= YOUR TASK =
Copy the data that follows, exactly and completely.

= Recorded data =

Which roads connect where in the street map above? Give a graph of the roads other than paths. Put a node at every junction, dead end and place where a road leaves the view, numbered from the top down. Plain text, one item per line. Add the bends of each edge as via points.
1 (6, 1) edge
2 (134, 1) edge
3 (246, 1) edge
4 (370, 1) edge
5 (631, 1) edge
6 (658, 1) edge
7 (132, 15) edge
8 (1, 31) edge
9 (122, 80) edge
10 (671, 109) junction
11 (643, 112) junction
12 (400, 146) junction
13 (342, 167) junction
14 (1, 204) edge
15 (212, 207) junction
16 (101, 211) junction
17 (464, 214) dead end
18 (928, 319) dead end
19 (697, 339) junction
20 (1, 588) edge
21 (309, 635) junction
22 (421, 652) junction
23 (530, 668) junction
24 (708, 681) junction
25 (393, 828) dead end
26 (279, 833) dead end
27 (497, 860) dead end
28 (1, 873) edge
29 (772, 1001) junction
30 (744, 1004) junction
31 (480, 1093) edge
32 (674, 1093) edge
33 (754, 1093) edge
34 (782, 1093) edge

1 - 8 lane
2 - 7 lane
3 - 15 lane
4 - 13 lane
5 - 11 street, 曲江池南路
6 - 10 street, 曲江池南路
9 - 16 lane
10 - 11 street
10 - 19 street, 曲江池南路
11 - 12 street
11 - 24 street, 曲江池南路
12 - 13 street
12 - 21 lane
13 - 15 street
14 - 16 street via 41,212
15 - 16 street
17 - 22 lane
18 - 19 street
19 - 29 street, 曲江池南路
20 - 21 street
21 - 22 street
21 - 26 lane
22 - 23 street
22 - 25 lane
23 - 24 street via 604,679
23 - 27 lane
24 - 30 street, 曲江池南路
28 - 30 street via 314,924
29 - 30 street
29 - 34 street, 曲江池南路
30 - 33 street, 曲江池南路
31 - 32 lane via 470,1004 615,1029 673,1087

= RESULT OF THE EXERCISE =
Which roads connect where in the street map above? Give a graph of the roads other than paths. Put a node at every junction, dead end and place where a road leaves the view, numbered from the top down. Plain text, one item per line. Add the bends of each edge as via points.
1 (6, 1) edge
2 (134, 1) edge
3 (246, 1) edge
4 (370, 1) edge
5 (631, 1) edge
6 (658, 1) edge
7 (132, 15) edge
8 (1, 31) edge
9 (122, 80) edge
10 (671, 109) junction
11 (643, 112) junction
12 (400, 146) junction
13 (342, 167) junction
14 (1, 204) edge
15 (212, 207) junction
16 (101, 211) junction
17 (464, 214) dead end
18 (928, 319) dead end
19 (697, 339) junction
20 (1, 588) edge
21 (309, 635) junction
22 (421, 652) junction
23 (530, 668) junction
24 (708, 681) junction
25 (393, 828) dead end
26 (279, 833) dead end
27 (497, 860) dead end
28 (1, 873) edge
29 (772, 1001) junction
30 (744, 1004) junction
31 (480, 1093) edge
32 (674, 1093) edge
33 (754, 1093) edge
34 (782, 1093) edge

1 - 8 lane
2 - 7 lane
3 - 15 lane
4 - 13 lane
5 - 11 street, 曲江池南路
6 - 10 street, 曲江池南路
9 - 16 lane
10 - 11 street
10 - 19 street, 曲江池南路
11 - 12 street
11 - 24 street, 曲江池南路
12 - 13 street
12 - 21 lane
13 - 15 street
14 - 16 street via 41,212
15 - 16 street
17 - 22 lane
18 - 19 street
19 - 29 street, 曲江池南路
20 - 21 street
21 - 22 street
21 - 26 lane
22 - 23 street
22 - 25 lane
23 - 24 street via 604,679
23 - 27 lane
24 - 30 street, 曲江池南路
28 - 30 street via 314,924
29 - 30 street
29 - 34 street, 曲江池南路
30 - 33 street, 曲江池南路
31 - 32 lane via 470,1004 615,1029 673,1087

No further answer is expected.